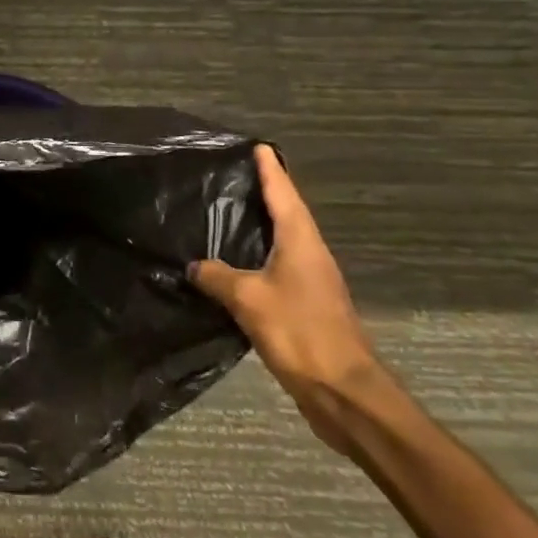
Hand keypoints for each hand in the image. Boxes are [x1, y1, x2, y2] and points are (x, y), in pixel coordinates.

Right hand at [189, 144, 383, 453]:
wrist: (343, 391)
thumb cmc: (300, 332)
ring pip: (282, 243)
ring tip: (228, 215)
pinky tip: (233, 267)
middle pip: (287, 215)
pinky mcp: (306, 308)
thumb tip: (194, 266)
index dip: (270, 170)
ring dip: (260, 227)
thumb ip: (217, 277)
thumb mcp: (249, 299)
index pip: (284, 194)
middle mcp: (311, 256)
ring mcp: (311, 283)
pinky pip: (276, 271)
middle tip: (235, 175)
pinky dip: (255, 259)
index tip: (259, 146)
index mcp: (302, 243)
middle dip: (265, 193)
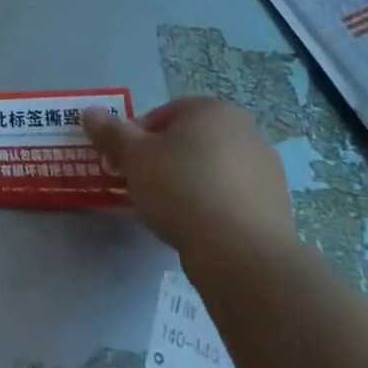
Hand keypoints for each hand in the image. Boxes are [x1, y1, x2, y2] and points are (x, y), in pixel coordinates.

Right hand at [82, 98, 296, 266]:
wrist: (243, 256)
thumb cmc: (182, 189)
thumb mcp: (134, 157)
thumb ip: (111, 132)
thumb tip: (90, 112)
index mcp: (214, 111)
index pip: (165, 114)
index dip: (139, 137)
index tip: (127, 162)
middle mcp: (247, 134)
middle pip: (190, 142)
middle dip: (164, 160)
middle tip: (143, 185)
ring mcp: (268, 174)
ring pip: (212, 171)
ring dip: (189, 185)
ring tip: (168, 212)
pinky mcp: (276, 211)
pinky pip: (232, 201)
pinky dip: (212, 209)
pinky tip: (195, 229)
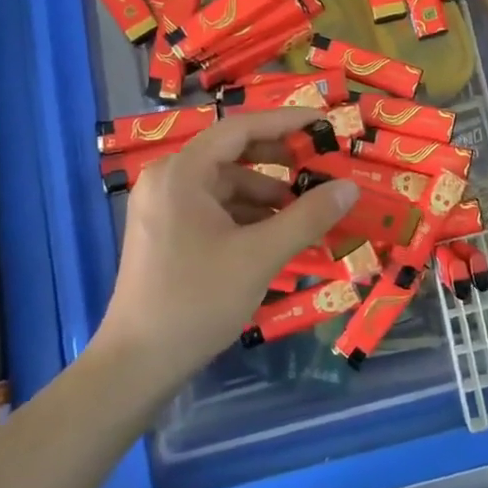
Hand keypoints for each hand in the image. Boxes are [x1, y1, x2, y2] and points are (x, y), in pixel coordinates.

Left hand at [92, 109, 357, 379]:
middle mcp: (168, 181)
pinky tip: (279, 233)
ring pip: (227, 185)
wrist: (137, 365)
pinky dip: (249, 215)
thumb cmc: (197, 299)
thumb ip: (308, 216)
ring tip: (308, 208)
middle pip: (233, 154)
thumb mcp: (260, 255)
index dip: (285, 121)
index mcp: (181, 173)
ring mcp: (164, 208)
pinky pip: (216, 209)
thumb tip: (349, 187)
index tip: (323, 122)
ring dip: (268, 193)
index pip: (240, 128)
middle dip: (279, 160)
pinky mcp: (167, 234)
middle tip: (322, 165)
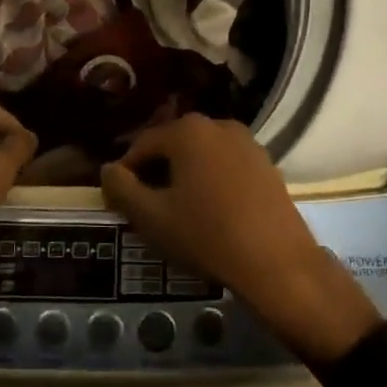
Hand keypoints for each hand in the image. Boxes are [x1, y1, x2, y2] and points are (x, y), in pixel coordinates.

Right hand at [100, 115, 381, 365]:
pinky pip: (226, 164)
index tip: (120, 201)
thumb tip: (108, 170)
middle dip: (156, 172)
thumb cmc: (207, 235)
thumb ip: (121, 189)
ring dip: (185, 176)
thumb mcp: (152, 217)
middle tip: (148, 207)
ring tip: (178, 211)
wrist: (277, 263)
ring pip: (201, 154)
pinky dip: (212, 180)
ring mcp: (246, 141)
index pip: (142, 145)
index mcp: (187, 130)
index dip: (126, 172)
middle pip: (173, 145)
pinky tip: (211, 211)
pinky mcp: (266, 162)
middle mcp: (217, 124)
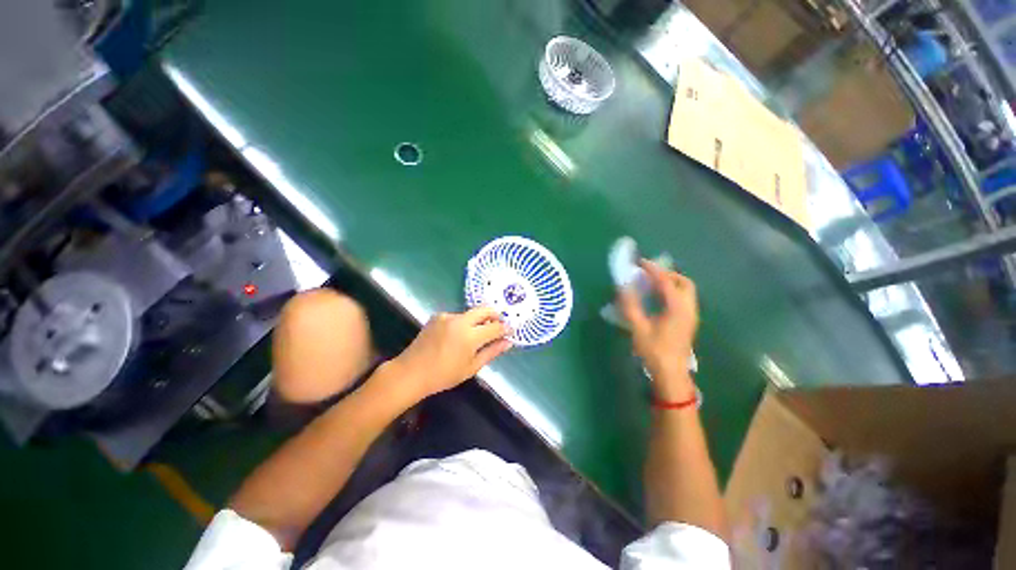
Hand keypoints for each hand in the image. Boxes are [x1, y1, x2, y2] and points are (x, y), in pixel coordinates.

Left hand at [385, 307, 511, 401]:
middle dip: (495, 315)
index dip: (505, 328)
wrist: (411, 372)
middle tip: (499, 324)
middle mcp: (460, 320)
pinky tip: (458, 335)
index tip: (510, 331)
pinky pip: (458, 316)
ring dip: (478, 320)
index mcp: (470, 336)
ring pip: (471, 313)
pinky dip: (463, 322)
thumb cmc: (444, 375)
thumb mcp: (471, 367)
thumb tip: (508, 342)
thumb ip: (492, 352)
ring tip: (477, 334)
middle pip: (485, 309)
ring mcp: (448, 316)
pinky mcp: (438, 315)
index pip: (495, 326)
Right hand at [618, 260, 698, 400]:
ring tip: (651, 284)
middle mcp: (688, 309)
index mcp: (677, 309)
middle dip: (667, 274)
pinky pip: (683, 299)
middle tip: (648, 273)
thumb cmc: (654, 351)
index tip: (640, 262)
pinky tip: (658, 299)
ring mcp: (691, 316)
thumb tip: (623, 287)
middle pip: (683, 282)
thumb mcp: (639, 328)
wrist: (671, 374)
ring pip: (686, 291)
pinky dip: (672, 292)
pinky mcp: (688, 322)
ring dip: (671, 282)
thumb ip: (631, 306)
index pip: (666, 282)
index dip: (653, 270)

• _WHAT YOU ARE ASKED TO DO_:
Repeat the records above exactly, without pictures.

• _ANSWER SPACE_:
Hand keypoints for each hand in the image. Boxes are [x1, y1, x2, y2] and points are (x, y), in pixel coordinates.

Right hand at [189, 144, 383, 453]:
wrist: (343, 391)
thumb cmc: (300, 332)
ring pip: (282, 243)
ring tip: (228, 215)
pinky tip: (233, 267)
middle pip: (287, 215)
pinky mcp: (306, 308)
thumb tip: (194, 266)
index dip: (270, 170)
ring dip: (260, 227)
thumb ip: (217, 277)
thumb mcp: (249, 299)
index pip: (284, 194)
middle mcp: (311, 256)
ring mcp: (311, 283)
pinky pip: (276, 271)
middle tip: (235, 175)
pinky dip: (255, 259)
index tip: (259, 146)
index mcp: (302, 243)
middle dip: (265, 193)
Hand keypoints for each hand in the image. Boxes are [x1, y1, x2, y2] and points are (x, y), in pixel coordinates.

Right hand at [82, 98, 296, 266]:
wrist: (243, 256)
thumb cmc: (182, 189)
thumb mcp: (134, 157)
thumb ip: (111, 132)
thumb tip: (90, 112)
index mcp: (214, 111)
index pip: (165, 114)
index dip: (139, 137)
index tip: (127, 162)
middle mcp: (247, 134)
middle pip: (190, 142)
middle dip: (164, 160)
middle tip: (143, 185)
ring mcp: (268, 174)
ring pip: (212, 171)
ring dip: (189, 185)
ring tip: (168, 212)
pinky mcp: (276, 211)
pinky pip: (232, 201)
pinky dip: (212, 209)
pinky tip: (195, 229)
Hand keypoints for each hand in the image. Boxes are [x1, y1, x2, y2] and points are (x, y), in pixel coordinates.

Left hand at [92, 109, 357, 379]:
middle mcp: (168, 181)
pinky tip: (279, 233)
ring pip: (227, 185)
wrist: (137, 365)
pinky dip: (249, 215)
thumb cmc: (197, 299)
thumb ip: (308, 216)
ring tip: (308, 208)
middle pip: (233, 154)
thumb mcp: (260, 255)
index dip: (285, 121)
index mcp: (181, 173)
ring mcp: (164, 208)
pinky pip: (216, 209)
thumb tip: (349, 187)
index tip: (323, 122)
ring dip: (268, 193)
index pip: (240, 128)
middle dip: (279, 160)
pinky mcp: (167, 234)
middle tip: (322, 165)
Hand keypoints for each hand in the image. Boxes are [x1, y1, x2, y2] and points are (x, y), in pixel coordinates.

Right hand at [100, 115, 381, 365]:
pinky pip: (226, 164)
index tip: (120, 201)
thumb tip: (108, 170)
middle dip: (156, 172)
thumb cmc: (207, 235)
thumb ip: (121, 189)
ring dip: (185, 176)
thumb mcp: (152, 217)
middle tip: (148, 207)
ring tip: (178, 211)
wrist: (277, 263)
ring pip: (201, 154)
pinky dip: (212, 180)
ring mcp: (246, 141)
index pip: (142, 145)
index mcp: (187, 130)
index dip: (126, 172)
middle pip: (173, 145)
pinky tip: (211, 211)
pinky mcp: (266, 162)
middle mcp: (217, 124)
Hand keypoints for each hand in the image. Boxes are [x1, y1, x2, y2] and points are (x, y), in pixel coordinates.

Left hand at [385, 307, 511, 401]:
middle dip: (495, 315)
index dip: (505, 328)
wrist: (411, 372)
middle tip: (499, 324)
middle mcp: (460, 320)
pinky tip: (458, 335)
index tip: (510, 331)
pinky pip: (458, 316)
ring dip: (478, 320)
index mcp: (470, 336)
ring pip: (471, 313)
pinky dip: (463, 322)
thumb cmc: (444, 375)
thumb mcp: (471, 367)
thumb tip: (508, 342)
thumb ip: (492, 352)
ring tip: (477, 334)
middle pip: (485, 309)
ring mcp: (448, 316)
pinky mcp: (438, 315)
index pip: (495, 326)
Right hand at [618, 260, 698, 400]:
ring tip: (651, 284)
middle mcp: (688, 309)
index mcp: (677, 309)
middle dip: (667, 274)
pinky pip: (683, 299)
middle tip: (648, 273)
thumb cmc: (654, 351)
index tip: (640, 262)
pinky tip: (658, 299)
ring mcp: (691, 316)
thumb tip: (623, 287)
middle pip: (683, 282)
thumb mcp: (639, 328)
wrist: (671, 374)
ring pip: (686, 291)
pinky dip: (672, 292)
pinky mcp: (688, 322)
ring dip: (671, 282)
thumb ip: (631, 306)
index pip: (666, 282)
index dip: (653, 270)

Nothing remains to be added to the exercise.